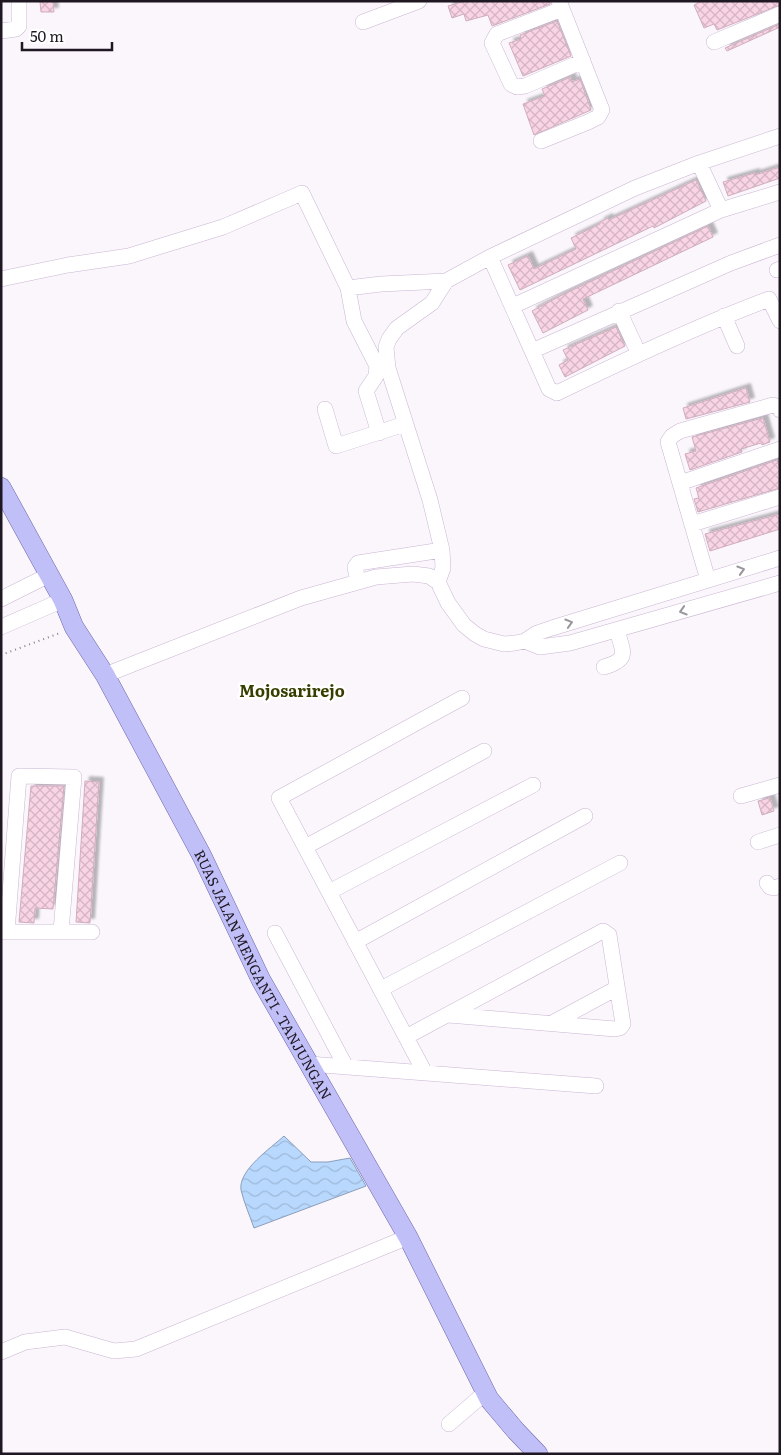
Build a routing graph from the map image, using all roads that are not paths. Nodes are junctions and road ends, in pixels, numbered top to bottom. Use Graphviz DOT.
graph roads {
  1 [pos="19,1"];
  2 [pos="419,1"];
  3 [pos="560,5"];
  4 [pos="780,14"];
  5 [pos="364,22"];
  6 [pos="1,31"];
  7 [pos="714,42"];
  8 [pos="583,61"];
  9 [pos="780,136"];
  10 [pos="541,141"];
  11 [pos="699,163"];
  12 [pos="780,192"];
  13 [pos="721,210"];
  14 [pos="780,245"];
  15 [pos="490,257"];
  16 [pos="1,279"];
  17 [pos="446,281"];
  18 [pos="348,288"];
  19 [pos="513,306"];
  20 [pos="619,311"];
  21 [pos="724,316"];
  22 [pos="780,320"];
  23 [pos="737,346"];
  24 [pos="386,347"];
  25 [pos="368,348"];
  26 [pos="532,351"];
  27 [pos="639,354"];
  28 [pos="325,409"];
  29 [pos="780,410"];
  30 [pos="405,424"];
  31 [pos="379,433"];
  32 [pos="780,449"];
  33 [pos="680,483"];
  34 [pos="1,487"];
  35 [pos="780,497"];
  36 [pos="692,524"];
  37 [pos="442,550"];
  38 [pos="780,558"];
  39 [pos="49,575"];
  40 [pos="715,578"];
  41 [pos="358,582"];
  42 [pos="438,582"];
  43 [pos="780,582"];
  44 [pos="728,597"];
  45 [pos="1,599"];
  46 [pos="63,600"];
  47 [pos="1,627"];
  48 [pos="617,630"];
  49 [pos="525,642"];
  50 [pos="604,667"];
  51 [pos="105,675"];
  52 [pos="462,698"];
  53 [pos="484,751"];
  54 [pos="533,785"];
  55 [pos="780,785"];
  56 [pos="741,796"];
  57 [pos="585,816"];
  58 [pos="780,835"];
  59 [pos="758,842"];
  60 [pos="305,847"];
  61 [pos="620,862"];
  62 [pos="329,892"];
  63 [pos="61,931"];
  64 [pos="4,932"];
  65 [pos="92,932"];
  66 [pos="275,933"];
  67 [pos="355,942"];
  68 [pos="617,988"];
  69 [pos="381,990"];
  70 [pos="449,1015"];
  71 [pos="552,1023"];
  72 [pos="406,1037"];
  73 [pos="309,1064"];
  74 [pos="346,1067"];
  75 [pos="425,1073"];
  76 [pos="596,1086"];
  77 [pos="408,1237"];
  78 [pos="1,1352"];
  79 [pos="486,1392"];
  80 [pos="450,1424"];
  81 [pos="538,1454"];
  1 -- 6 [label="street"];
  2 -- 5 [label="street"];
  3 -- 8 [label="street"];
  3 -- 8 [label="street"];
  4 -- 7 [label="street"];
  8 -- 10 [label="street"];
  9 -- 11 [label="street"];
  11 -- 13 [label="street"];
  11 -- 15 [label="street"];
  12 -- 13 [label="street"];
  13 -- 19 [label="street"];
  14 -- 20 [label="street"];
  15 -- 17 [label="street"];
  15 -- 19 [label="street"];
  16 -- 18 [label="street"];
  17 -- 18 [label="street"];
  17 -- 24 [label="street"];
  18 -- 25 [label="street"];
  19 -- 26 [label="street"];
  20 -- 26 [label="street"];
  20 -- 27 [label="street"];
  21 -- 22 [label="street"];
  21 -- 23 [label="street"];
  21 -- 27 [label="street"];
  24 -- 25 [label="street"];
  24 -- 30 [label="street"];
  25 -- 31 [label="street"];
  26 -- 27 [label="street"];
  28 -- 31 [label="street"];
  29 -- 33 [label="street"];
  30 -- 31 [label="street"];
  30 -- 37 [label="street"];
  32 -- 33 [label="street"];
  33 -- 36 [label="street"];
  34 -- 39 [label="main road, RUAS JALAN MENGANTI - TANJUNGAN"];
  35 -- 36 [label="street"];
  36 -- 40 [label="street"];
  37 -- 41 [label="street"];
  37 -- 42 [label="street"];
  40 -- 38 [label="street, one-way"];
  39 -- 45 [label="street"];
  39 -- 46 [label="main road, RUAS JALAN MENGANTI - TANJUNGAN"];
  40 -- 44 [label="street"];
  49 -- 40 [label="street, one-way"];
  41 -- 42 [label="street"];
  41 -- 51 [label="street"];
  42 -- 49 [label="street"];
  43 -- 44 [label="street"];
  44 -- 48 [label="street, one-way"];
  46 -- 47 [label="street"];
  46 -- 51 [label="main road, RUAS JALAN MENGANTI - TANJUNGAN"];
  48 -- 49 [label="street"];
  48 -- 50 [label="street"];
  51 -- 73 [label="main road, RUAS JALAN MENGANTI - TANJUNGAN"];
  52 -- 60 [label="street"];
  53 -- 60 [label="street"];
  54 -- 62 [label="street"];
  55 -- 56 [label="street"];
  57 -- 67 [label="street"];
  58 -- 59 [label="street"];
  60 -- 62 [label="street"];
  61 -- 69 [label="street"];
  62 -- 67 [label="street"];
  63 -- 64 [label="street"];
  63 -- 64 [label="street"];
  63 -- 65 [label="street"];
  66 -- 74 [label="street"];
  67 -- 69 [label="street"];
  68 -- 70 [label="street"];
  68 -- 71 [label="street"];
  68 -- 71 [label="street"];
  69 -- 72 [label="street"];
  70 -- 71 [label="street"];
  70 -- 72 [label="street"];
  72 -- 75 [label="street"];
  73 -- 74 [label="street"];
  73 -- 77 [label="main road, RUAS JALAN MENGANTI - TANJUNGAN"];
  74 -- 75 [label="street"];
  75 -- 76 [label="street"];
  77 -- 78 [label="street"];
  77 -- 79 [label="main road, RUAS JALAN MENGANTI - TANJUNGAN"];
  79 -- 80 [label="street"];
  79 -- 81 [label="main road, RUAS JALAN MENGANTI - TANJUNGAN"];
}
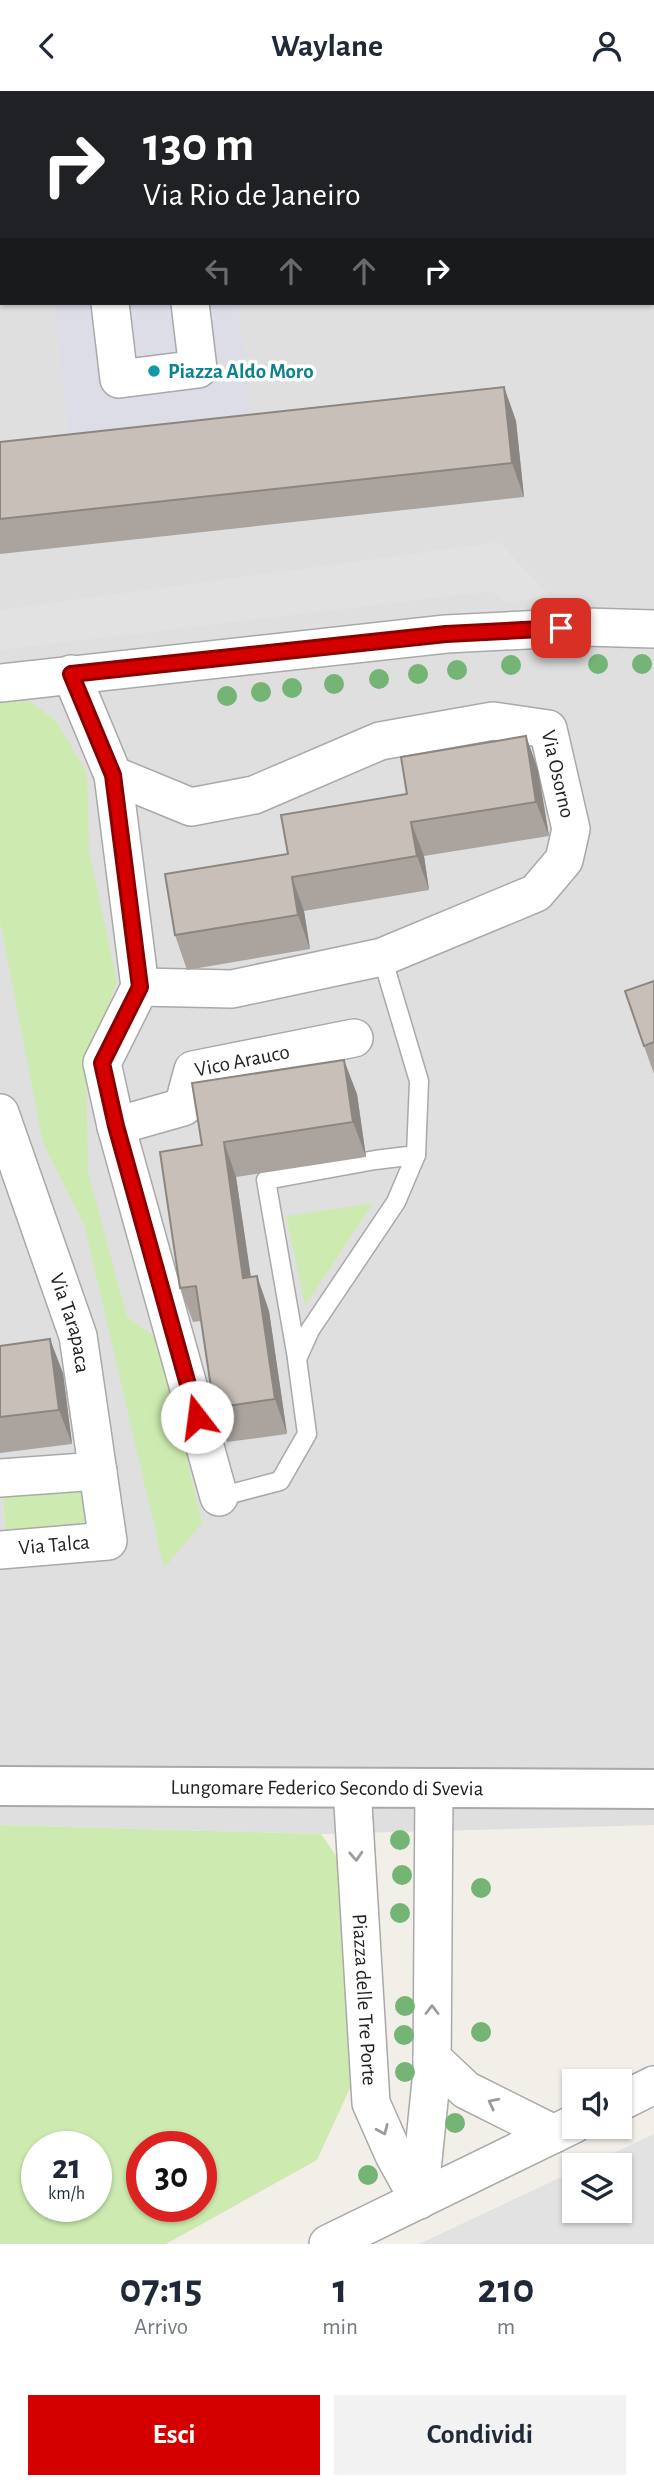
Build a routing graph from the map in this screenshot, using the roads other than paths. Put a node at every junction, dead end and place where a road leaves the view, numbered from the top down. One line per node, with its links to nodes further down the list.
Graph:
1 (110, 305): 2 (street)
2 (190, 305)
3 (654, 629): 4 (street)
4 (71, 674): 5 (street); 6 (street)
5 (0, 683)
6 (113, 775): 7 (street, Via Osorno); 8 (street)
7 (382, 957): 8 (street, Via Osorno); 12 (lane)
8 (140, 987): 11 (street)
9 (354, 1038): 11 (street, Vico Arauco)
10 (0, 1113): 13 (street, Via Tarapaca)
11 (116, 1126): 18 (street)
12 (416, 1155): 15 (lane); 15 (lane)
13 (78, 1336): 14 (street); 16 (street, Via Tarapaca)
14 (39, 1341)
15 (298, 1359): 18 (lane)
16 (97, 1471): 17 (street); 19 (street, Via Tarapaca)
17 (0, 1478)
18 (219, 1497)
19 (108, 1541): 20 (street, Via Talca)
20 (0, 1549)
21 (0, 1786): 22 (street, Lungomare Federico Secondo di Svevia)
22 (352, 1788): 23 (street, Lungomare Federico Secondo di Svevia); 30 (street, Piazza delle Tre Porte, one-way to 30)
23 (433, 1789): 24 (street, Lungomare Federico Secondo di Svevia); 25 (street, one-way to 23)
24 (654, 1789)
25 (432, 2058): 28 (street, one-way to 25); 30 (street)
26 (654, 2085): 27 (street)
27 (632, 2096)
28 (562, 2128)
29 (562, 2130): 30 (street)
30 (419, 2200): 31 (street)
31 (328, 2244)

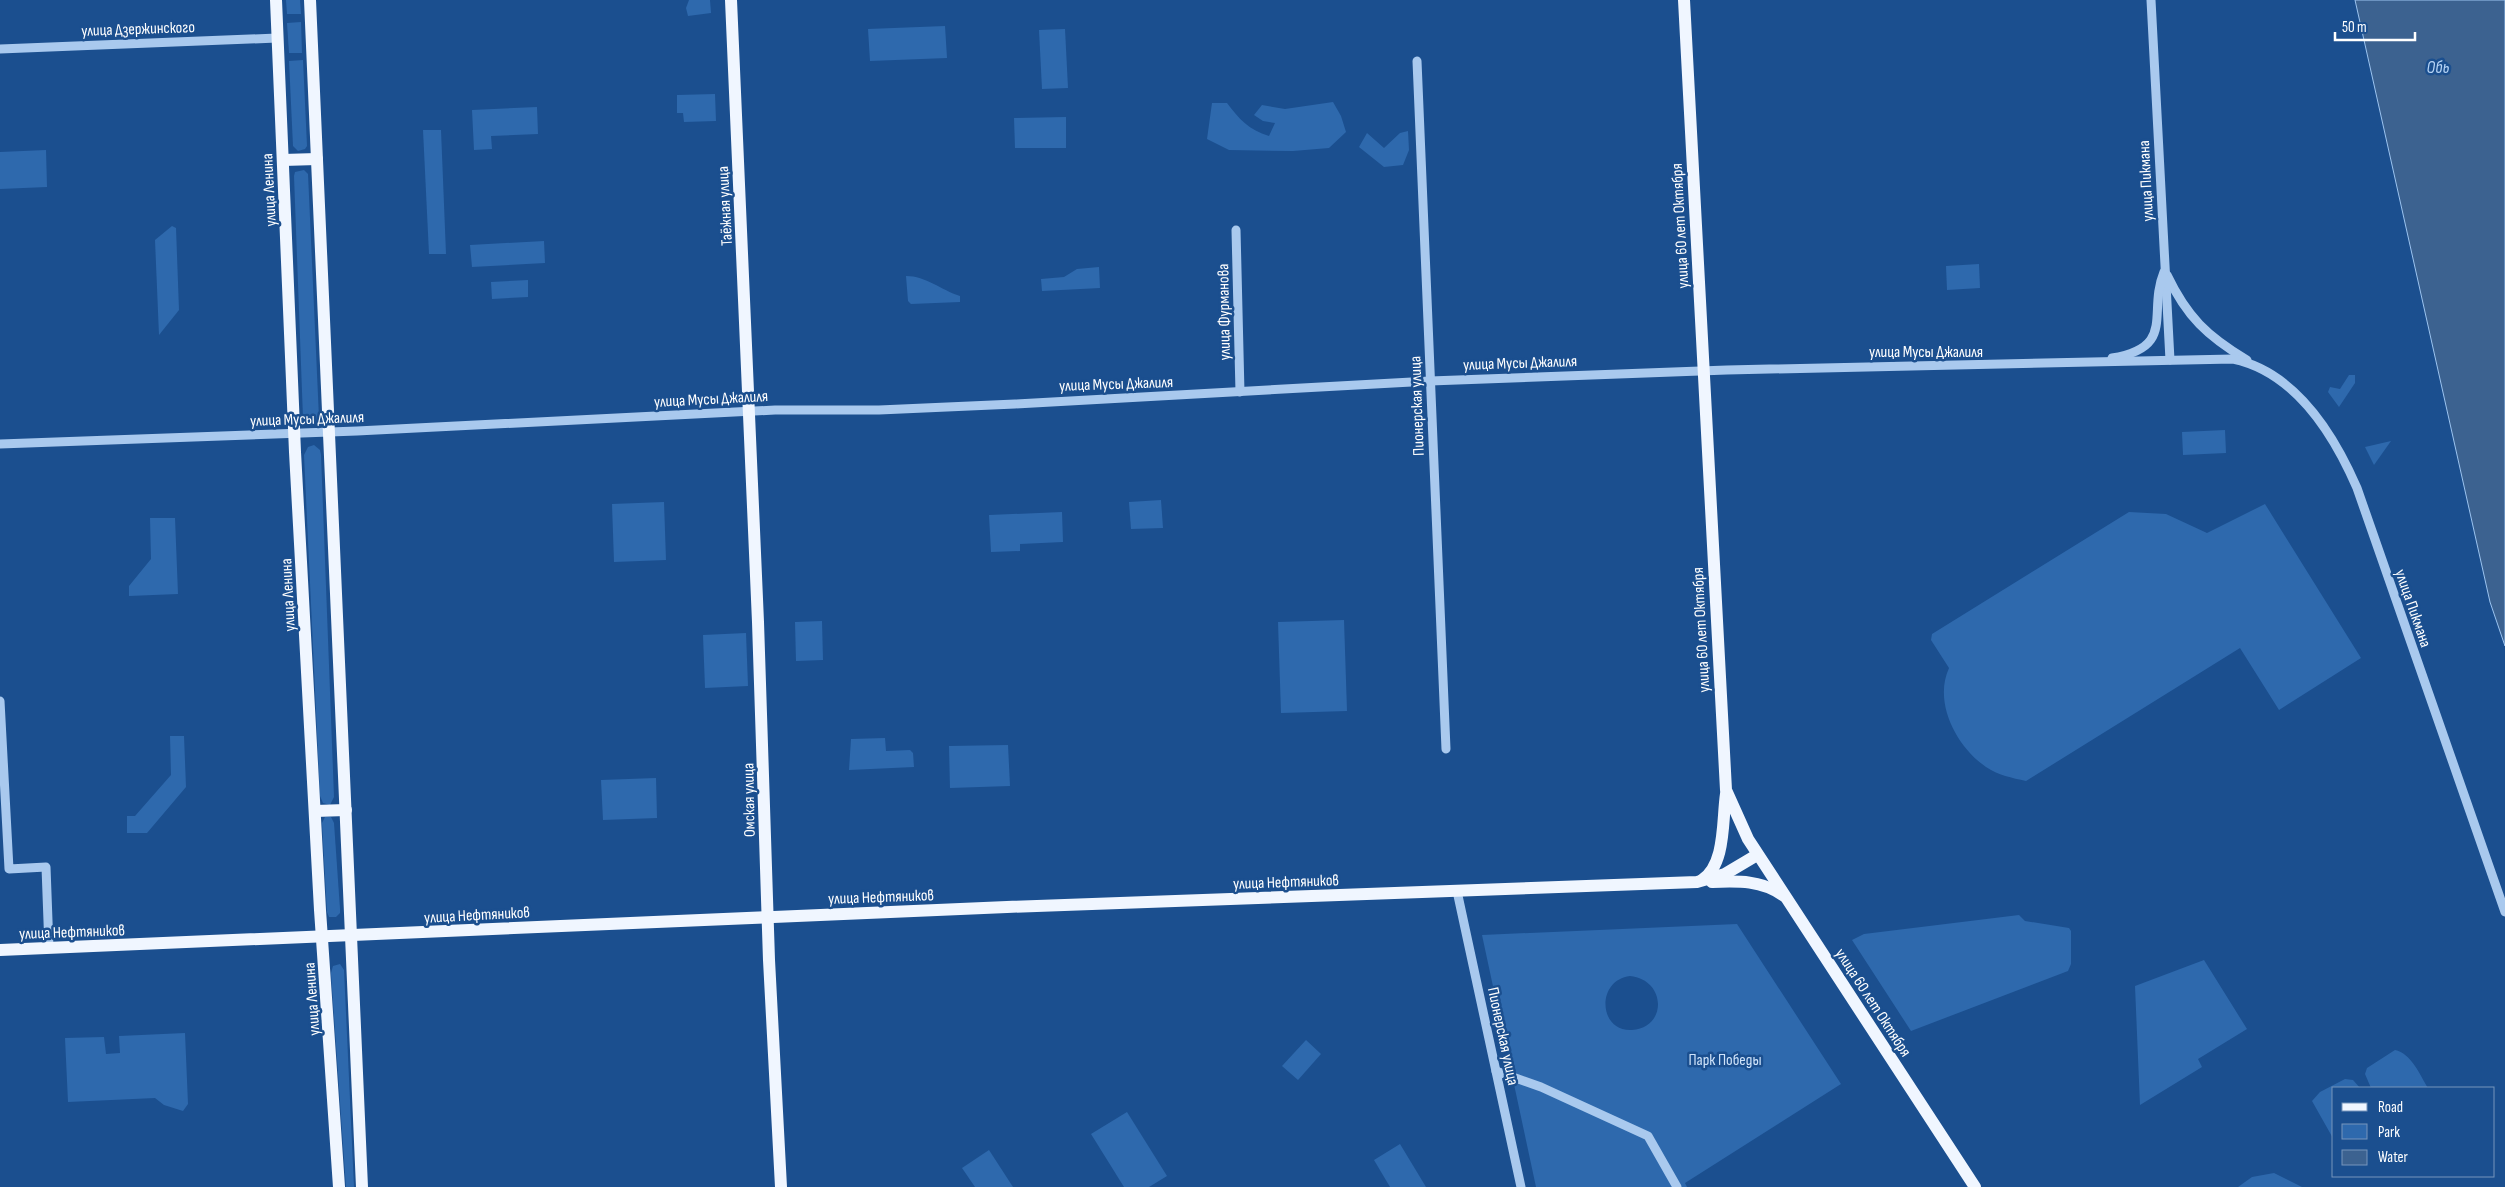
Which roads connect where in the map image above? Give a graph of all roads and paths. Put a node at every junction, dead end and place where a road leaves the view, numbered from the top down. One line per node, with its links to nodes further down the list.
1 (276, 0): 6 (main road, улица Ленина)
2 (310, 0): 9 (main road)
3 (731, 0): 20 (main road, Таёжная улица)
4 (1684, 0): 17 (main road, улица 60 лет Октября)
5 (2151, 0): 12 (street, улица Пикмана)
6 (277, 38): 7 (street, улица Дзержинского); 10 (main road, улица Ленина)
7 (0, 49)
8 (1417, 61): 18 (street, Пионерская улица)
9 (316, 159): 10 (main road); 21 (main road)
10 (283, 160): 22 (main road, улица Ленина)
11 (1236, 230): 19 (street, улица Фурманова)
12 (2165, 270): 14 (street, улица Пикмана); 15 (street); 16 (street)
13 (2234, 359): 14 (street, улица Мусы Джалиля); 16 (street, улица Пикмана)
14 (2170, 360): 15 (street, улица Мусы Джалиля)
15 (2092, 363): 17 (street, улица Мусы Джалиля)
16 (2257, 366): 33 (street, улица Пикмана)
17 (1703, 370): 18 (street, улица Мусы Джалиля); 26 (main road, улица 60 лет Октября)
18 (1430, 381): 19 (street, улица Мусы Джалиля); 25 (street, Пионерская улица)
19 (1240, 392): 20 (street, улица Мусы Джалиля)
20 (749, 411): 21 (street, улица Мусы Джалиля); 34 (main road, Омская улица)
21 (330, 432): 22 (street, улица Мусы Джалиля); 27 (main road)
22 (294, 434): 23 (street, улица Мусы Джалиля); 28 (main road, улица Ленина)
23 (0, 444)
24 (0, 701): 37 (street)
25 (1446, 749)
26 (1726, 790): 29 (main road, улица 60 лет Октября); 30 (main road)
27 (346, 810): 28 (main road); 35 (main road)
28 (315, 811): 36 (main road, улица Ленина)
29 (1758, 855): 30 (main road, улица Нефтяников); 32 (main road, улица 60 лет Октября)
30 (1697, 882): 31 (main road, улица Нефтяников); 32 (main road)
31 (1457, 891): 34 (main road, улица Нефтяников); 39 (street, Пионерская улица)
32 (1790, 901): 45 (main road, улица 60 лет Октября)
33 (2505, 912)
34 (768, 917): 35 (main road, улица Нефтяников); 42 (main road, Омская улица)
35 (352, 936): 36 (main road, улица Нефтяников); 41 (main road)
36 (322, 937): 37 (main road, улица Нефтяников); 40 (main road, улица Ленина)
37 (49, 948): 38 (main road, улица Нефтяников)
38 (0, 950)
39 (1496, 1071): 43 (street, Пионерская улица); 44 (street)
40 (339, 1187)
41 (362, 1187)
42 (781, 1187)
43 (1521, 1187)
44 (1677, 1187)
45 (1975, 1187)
# # # # # # #
Brief: Could you filter the entries above for lines holding the string "Svevia" and copy them?

Finished task:
21 (0, 1786): 22 (street, Lungomare Federico Secondo di Svevia)
22 (352, 1788): 23 (street, Lungomare Federico Secondo di Svevia); 30 (street, Piazza delle Tre Porte, one-way to 30)
23 (433, 1789): 24 (street, Lungomare Federico Secondo di Svevia); 25 (street, one-way to 23)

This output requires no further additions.